Nothing to add here except that as a youth I would sometimes watch the end of one showing, then the beginning of the next showing, and no one thought anything of it (except for the rare “No one will be seated after the first 10 minutes” horror-film stuff).
I always figured what happened was that movies got shorter, and the theaters had time to shoo those damn kids out before the next showing.
He may have done this, but this tactic was used throughout the 1950s, IIRC. You won’t be allowed in once the movie starts! was an advertising gimmick that was well worn by the time Psycho came out. It was on the same level as Odorama and all the other gimmicks that panicked theater owners tried to combat the loss of attendance to television.
When I was a theatre manager in the mid-80s, this was strictly against policy, but we constantly turned a blind eye to it. If the theatre didn’t fill up, and if it was an old movie, we didn’t care. If the movie was selling out and the between times were an “all hands on deck for cleaning” situation, then we cleared the theatre in a no-nonsense way. As managers, we were given an enormous amount of flexibility in this policy.
If you want to make the theater workers happy, keep stocking up on refreshments, since that’s where the bulk of their profits come from. Most of the ticket price goes to the studios.

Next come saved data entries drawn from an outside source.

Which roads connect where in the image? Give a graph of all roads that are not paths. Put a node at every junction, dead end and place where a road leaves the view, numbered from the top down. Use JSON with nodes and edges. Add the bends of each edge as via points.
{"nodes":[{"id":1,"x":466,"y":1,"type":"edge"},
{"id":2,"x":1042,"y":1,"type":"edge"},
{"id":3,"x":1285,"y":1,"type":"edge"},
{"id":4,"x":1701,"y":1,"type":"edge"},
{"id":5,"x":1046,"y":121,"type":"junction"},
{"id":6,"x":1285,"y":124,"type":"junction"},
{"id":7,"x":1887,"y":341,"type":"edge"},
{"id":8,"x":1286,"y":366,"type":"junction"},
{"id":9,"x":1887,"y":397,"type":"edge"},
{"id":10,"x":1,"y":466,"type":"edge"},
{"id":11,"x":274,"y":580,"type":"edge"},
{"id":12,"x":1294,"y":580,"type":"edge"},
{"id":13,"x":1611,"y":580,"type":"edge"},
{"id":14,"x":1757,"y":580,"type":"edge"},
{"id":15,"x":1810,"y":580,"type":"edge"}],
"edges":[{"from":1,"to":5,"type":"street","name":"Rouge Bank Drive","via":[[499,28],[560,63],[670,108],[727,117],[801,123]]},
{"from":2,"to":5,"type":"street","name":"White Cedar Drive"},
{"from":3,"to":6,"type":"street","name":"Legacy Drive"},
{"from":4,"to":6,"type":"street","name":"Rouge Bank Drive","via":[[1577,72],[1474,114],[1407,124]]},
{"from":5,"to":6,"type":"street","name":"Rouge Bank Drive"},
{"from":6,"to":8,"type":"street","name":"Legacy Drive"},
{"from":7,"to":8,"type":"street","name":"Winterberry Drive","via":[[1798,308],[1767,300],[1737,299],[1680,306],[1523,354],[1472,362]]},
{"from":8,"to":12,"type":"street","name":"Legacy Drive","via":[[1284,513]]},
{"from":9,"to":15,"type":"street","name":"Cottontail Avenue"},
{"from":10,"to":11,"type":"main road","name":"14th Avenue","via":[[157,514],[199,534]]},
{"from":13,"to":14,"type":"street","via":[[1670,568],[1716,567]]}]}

I remember me and my cousins being dropped off at the theater by our parents and told to stay in there until they came back to get us. That was The Empire Strikes Back and we ended up watching it about 2 1/2 times. Then the ushers came in with flashlights to get us because our parents were out in the lobby. That would have been… 1980, I guess.
When I was in college in the late 60s, I sat through 2 showings each of Fantasia and 2001 (on different occasions, of course). And no, I was not stoned.
I’m pretty sure I did this with a few other movies, but these are the only ones I remember.